When Mr.Jully Odhiambo Ouma was recommended by his director to attend the UNITAR training on Geographic Information Systems (GIS), he was a Master Degree student in Meteorology at the University of Nairobi, Kenya and a research assistant at Climate Prediction & Applications Centre (ICPAC) within the Intergovernmental Authority on Development (IGAD). At that time, he was making meteorological prediction maps about the probability amounts of rain, using a basic graphic software. The probabilities were presented in a way that was often difficult for local farmers and cattle herders to use effectively.

The training that Mr. Ouma attended was part of an integrated training programme, organized by UNITAR and ICPAC, aimed specifically at developing the Disaster Risk Reduction capacity of 11 ICPAC member countries in Central and Eastern Africa.  These trainings were designed to assist IGAD and ICPAC member countries with issues including the generation of printed and online real-time diverse risk maps involving rainfall hazard, flood and food security. 

“I was relatively unfamiliar with GIS before the first introductory two-week training.” Mr. Ouma admitted.

“At first the GIS training was completely new to me and the first week was a big challenge.  But after the introduction, with practice, I felt at pace with everything I was learning by the second part of training.”

After completing the course, he went on to complete 3 additional UNITAR-ICPAC trainings in remote sensing, advanced GIS as well as a refresher course.   

In December 2014, after graduating with his Master’s Degree, Mr. Ouma was given the opportunity to work for ICPAC as a GIS assistant. “I credit UNITAR for my new job.  I wouldn’t have been offered the job without the GIS training.”  “In fact,” he continued “I was told that I was the best performing student in the training and that’s why I was offered the job at ICPAC as a GIS assistant.” 

Along with personal growth, Mr. Ouma has also brought an increased capacity to the ICPAC institution with new skills, which have already directly benefited to the people of Kenya.  He explained, “Instead of the old method of information sharing, I now use technologically advanced tools to convert probability of precipitation to actual rainfall amounts for specific areas, and that final output is put into GIS maps with which farmers can interact and understand.” 

This not only leads to better harvests of crops, but also improved use of grazing lands for cattle, one of the region’s main economic drivers. 

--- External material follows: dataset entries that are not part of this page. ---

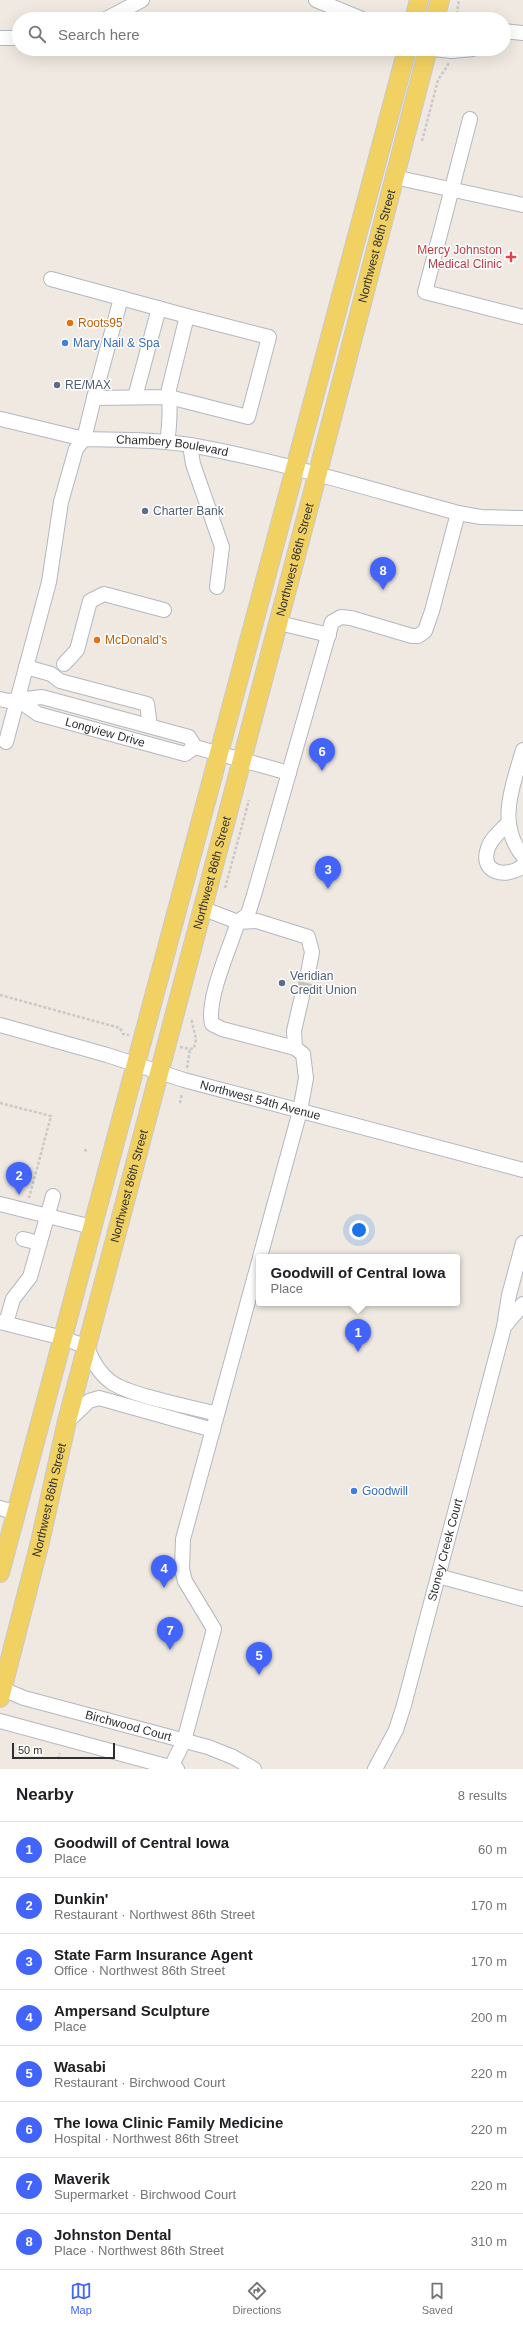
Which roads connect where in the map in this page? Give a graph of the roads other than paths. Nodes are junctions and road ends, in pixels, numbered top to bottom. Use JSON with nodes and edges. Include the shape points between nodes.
{"nodes":[{"id":1,"x":142,"y":0,"type":"edge"},
{"id":2,"x":316,"y":0,"type":"edge"},
{"id":3,"x":419,"y":0,"type":"edge"},
{"id":4,"x":440,"y":0,"type":"edge"},
{"id":5,"x":119,"y":12,"type":"edge"},
{"id":6,"x":345,"y":12,"type":"edge"},
{"id":7,"x":416,"y":12,"type":"edge"},
{"id":8,"x":437,"y":12,"type":"edge"},
{"id":9,"x":0,"y":38,"type":"edge"},
{"id":10,"x":12,"y":38,"type":"edge"},
{"id":11,"x":405,"y":56,"type":"edge"},
{"id":12,"x":426,"y":56,"type":"edge"},
{"id":13,"x":470,"y":119,"type":"dead end"},
{"id":14,"x":394,"y":177,"type":"junction"},
{"id":15,"x":451,"y":189,"type":"junction"},
{"id":16,"x":523,"y":205,"type":"edge"},
{"id":17,"x":51,"y":279,"type":"dead end"},
{"id":18,"x":122,"y":298,"type":"junction"},
{"id":19,"x":159,"y":308,"type":"junction"},
{"id":20,"x":187,"y":316,"type":"junction"},
{"id":21,"x":523,"y":317,"type":"edge"},
{"id":22,"x":135,"y":397,"type":"junction"},
{"id":23,"x":169,"y":397,"type":"junction"},
{"id":24,"x":94,"y":398,"type":"junction"},
{"id":25,"x":0,"y":419,"type":"edge"},
{"id":26,"x":84,"y":439,"type":"junction"},
{"id":27,"x":167,"y":442,"type":"junction"},
{"id":28,"x":190,"y":445,"type":"junction"},
{"id":29,"x":294,"y":469,"type":"junction"},
{"id":30,"x":318,"y":475,"type":"junction"},
{"id":31,"x":458,"y":512,"type":"junction"},
{"id":32,"x":523,"y":518,"type":"edge"},
{"id":33,"x":217,"y":587,"type":"dead end"},
{"id":34,"x":164,"y":610,"type":"dead end"},
{"id":35,"x":279,"y":623,"type":"junction"},
{"id":36,"x":329,"y":635,"type":"junction"},
{"id":37,"x":64,"y":664,"type":"dead end"},
{"id":38,"x":26,"y":667,"type":"junction"},
{"id":39,"x":0,"y":699,"type":"edge"},
{"id":40,"x":18,"y":700,"type":"junction"},
{"id":41,"x":150,"y":726,"type":"junction"},
{"id":42,"x":6,"y":742,"type":"dead end"},
{"id":43,"x":195,"y":747,"type":"junction"},
{"id":44,"x":523,"y":750,"type":"edge"},
{"id":45,"x":218,"y":754,"type":"junction"},
{"id":46,"x":242,"y":762,"type":"junction"},
{"id":47,"x":289,"y":773,"type":"junction"},
{"id":48,"x":508,"y":823,"type":"junction"},
{"id":49,"x":523,"y":856,"type":"edge"},
{"id":50,"x":523,"y":866,"type":"edge"},
{"id":51,"x":204,"y":909,"type":"junction"},
{"id":52,"x":238,"y":922,"type":"junction"},
{"id":53,"x":308,"y":973,"type":"tunnel mouth"},
{"id":54,"x":302,"y":996,"type":"tunnel mouth"},
{"id":55,"x":0,"y":1025,"type":"edge"},
{"id":56,"x":294,"y":1048,"type":"junction"},
{"id":57,"x":136,"y":1064,"type":"junction"},
{"id":58,"x":161,"y":1072,"type":"junction"},
{"id":59,"x":300,"y":1111,"type":"junction"},
{"id":60,"x":523,"y":1170,"type":"edge"},
{"id":61,"x":53,"y":1196,"type":"dead end"},
{"id":62,"x":0,"y":1204,"type":"edge"},
{"id":63,"x":47,"y":1215,"type":"junction"},
{"id":64,"x":92,"y":1227,"type":"junction"},
{"id":65,"x":23,"y":1239,"type":"dead end"},
{"id":66,"x":39,"y":1243,"type":"junction"},
{"id":67,"x":523,"y":1243,"type":"edge"},
{"id":68,"x":261,"y":1254,"type":"edge"},
{"id":69,"x":256,"y":1272,"type":"edge"},
{"id":70,"x":523,"y":1304,"type":"edge"},
{"id":71,"x":3,"y":1322,"type":"edge"},
{"id":72,"x":504,"y":1327,"type":"junction"},
{"id":73,"x":63,"y":1338,"type":"junction"},
{"id":74,"x":87,"y":1347,"type":"junction"},
{"id":75,"x":217,"y":1414,"type":"junction"},
{"id":76,"x":67,"y":1421,"type":"junction"},
{"id":77,"x":213,"y":1430,"type":"junction"},
{"id":78,"x":8,"y":1511,"type":"edge"},
{"id":79,"x":0,"y":1573,"type":"edge"},
{"id":80,"x":438,"y":1576,"type":"junction"},
{"id":81,"x":523,"y":1599,"type":"edge"},
{"id":82,"x":1,"y":1692,"type":"edge"},
{"id":83,"x":0,"y":1721,"type":"edge"},
{"id":84,"x":184,"y":1741,"type":"junction"},
{"id":85,"x":172,"y":1768,"type":"edge"},
{"id":86,"x":254,"y":1769,"type":"edge"},
{"id":87,"x":374,"y":1769,"type":"edge"}],
"edges":[{"from":1,"to":5,"type":"street"},
{"from":2,"to":6,"type":"street"},
{"from":3,"to":7,"type":"main road"},
{"from":4,"to":8,"type":"main road"},
{"from":9,"to":10,"type":"street"},
{"from":11,"to":29,"type":"main road","name":"Northwest 86th Street"},
{"from":12,"to":14,"type":"main road","name":"Northwest 86th Street"},
{"from":13,"to":15,"type":"street"},
{"from":14,"to":15,"type":"street"},
{"from":14,"to":30,"type":"main road","name":"Northwest 86th Street"},
{"from":15,"to":16,"type":"street"},
{"from":15,"to":21,"type":"street","via":[[426,292]]},
{"from":17,"to":18,"type":"street"},
{"from":18,"to":19,"type":"street"},
{"from":18,"to":24,"type":"street"},
{"from":19,"to":20,"type":"street"},
{"from":19,"to":22,"type":"street"},
{"from":20,"to":23,"type":"street"},
{"from":20,"to":23,"type":"street","via":[[269,337],[248,417]]},
{"from":22,"to":23,"type":"street"},
{"from":22,"to":24,"type":"street"},
{"from":23,"to":27,"type":"street"},
{"from":24,"to":26,"type":"street"},
{"from":25,"to":26,"type":"street","name":"Chambery Boulevard"},
{"from":26,"to":27,"type":"street","name":"Chambery Boulevard"},
{"from":26,"to":38,"type":"street","via":[[76,448],[61,502],[49,582]]},
{"from":27,"to":28,"type":"street","name":"Chambery Boulevard"},
{"from":28,"to":29,"type":"street","name":"Chambery Boulevard"},
{"from":28,"to":33,"type":"street","via":[[192,464],[222,547]]},
{"from":29,"to":30,"type":"street","name":"Chambery Boulevard"},
{"from":29,"to":45,"type":"main road","name":"Northwest 86th Street"},
{"from":30,"to":31,"type":"street","name":"Chambery Boulevard"},
{"from":30,"to":35,"type":"main road","name":"Northwest 86th Street"},
{"from":31,"to":32,"type":"street","name":"Chambery Boulevard","via":[[481,517]]},
{"from":31,"to":36,"type":"street","via":[[425,631],[418,636],[412,636],[341,617],[332,622]]},
{"from":34,"to":37,"type":"street","via":[[104,594],[94,597],[90,601],[77,650]]},
{"from":35,"to":36,"type":"street"},
{"from":35,"to":46,"type":"main road","name":"Northwest 86th Street"},
{"from":36,"to":47,"type":"street"},
{"from":38,"to":40,"type":"street"},
{"from":38,"to":41,"type":"street","via":[[51,674],[60,681],[147,704]]},
{"from":39,"to":40,"type":"street","name":"Longview Drive"},
{"from":40,"to":41,"type":"street","name":"Longview Drive","via":[[42,697]]},
{"from":40,"to":42,"type":"street"},
{"from":40,"to":43,"type":"street","name":"Longview Drive","via":[[38,714],[185,754]]},
{"from":41,"to":43,"type":"street","name":"Longview Drive","via":[[189,737]]},
{"from":43,"to":45,"type":"street","name":"Longview Drive"},
{"from":44,"to":48,"type":"street","via":[[509,800]]},
{"from":45,"to":46,"type":"street","name":"Longview Drive"},
{"from":45,"to":57,"type":"main road","name":"Northwest 86th Street"},
{"from":46,"to":47,"type":"street","name":"Longview Drive"},
{"from":46,"to":51,"type":"main road","name":"Northwest 86th Street"},
{"from":47,"to":52,"type":"street","via":[[248,914]]},
{"from":48,"to":49,"type":"street","via":[[512,838]]},
{"from":48,"to":50,"type":"street","via":[[490,842],[486,854],[487,863],[500,873],[515,872]]},
{"from":51,"to":52,"type":"street"},
{"from":51,"to":58,"type":"main road","name":"Northwest 86th Street"},
{"from":52,"to":53,"type":"street","via":[[257,921],[308,937],[312,952]]},
{"from":52,"to":56,"type":"street","via":[[213,998],[210,1014],[212,1024]]},
{"from":54,"to":56,"type":"street","via":[[294,1031]]},
{"from":55,"to":57,"type":"street","name":"Northwest 54th Avenue"},
{"from":56,"to":59,"type":"street","via":[[303,1054],[305,1064],[306,1078]]},
{"from":57,"to":58,"type":"street","name":"Northwest 54th Avenue"},
{"from":57,"to":64,"type":"main road","name":"Northwest 86th Street"},
{"from":58,"to":59,"type":"street","name":"Northwest 54th Avenue"},
{"from":58,"to":74,"type":"main road","name":"Northwest 86th Street"},
{"from":59,"to":60,"type":"street","name":"Northwest 54th Avenue"},
{"from":59,"to":68,"type":"street"},
{"from":61,"to":63,"type":"street"},
{"from":62,"to":63,"type":"street"},
{"from":63,"to":64,"type":"street"},
{"from":63,"to":66,"type":"street"},
{"from":64,"to":73,"type":"main road","name":"Northwest 86th Street"},
{"from":65,"to":66,"type":"street"},
{"from":66,"to":71,"type":"street","via":[[30,1276],[13,1299]]},
{"from":67,"to":72,"type":"street","name":"Stoney Creek Court","via":[[509,1295]]},
{"from":69,"to":75,"type":"street"},
{"from":70,"to":72,"type":"street","name":"Stoney Creek Court"},
{"from":71,"to":73,"type":"street"},
{"from":72,"to":80,"type":"street","name":"Stoney Creek Court"},
{"from":73,"to":74,"type":"street"},
{"from":73,"to":78,"type":"main road","name":"Northwest 86th Street"},
{"from":74,"to":75,"type":"street","via":[[104,1375],[125,1389]]},
{"from":74,"to":76,"type":"main road","name":"Northwest 86th Street"},
{"from":75,"to":77,"type":"street"},
{"from":76,"to":77,"type":"street","via":[[89,1400],[99,1398]]},
{"from":76,"to":82,"type":"main road","name":"Northwest 86th Street","via":[[40,1542]]},
{"from":77,"to":84,"type":"street","via":[[183,1539],[181,1558],[186,1581],[214,1629]]},
{"from":78,"to":79,"type":"main road","name":"Northwest 86th Street"},
{"from":80,"to":81,"type":"street"},
{"from":80,"to":87,"type":"street","name":"Stoney Creek Court","via":[[396,1730]]},
{"from":82,"to":84,"type":"street","name":"Birchwood Court"},
{"from":83,"to":85,"type":"street"},
{"from":84,"to":85,"type":"street"},
{"from":84,"to":86,"type":"street","name":"Birchwood Court","via":[[221,1751]]}]}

“With these improvements, I also hope to bring some peace to the farmers who, in the past, have clashed violently over water access, grazing lands, and road use for livestock movement.”

In order to bring these changes, he continues his studies in GIS, working on a PhD. In the meantime, he has already become a regional GIS trainer for an introductory skill courses for several IGAD member states organizations and students.  His group has also created a template for disaster and vegetation analysis, which hadn’t been done before. These maps can be printed in high resolution at a large scale for people to more easily analyze and use the data. Mr. Ouma said, “My department is even becoming known as a data hub with people from around the region coming to my institution to search for information. University of Nairobi Professors are also sending students to me for remote sensing analysis for school projects.” 

Mr. Ouma is always looking into the future for other possible UNITAR trainings including remote sensing analysis, disaster management and Python programming language to develop smartphone apps for community data sharing and analysis as well as a mobile lab to help teach farmers how to share information to improve future data collection. “I would also like to develop local capacity for the UNITAR Geoportal tool for easy data sharing.” He continued, “If the farmers had the capacity to do it for themselves, they could solve our region’s own problems.”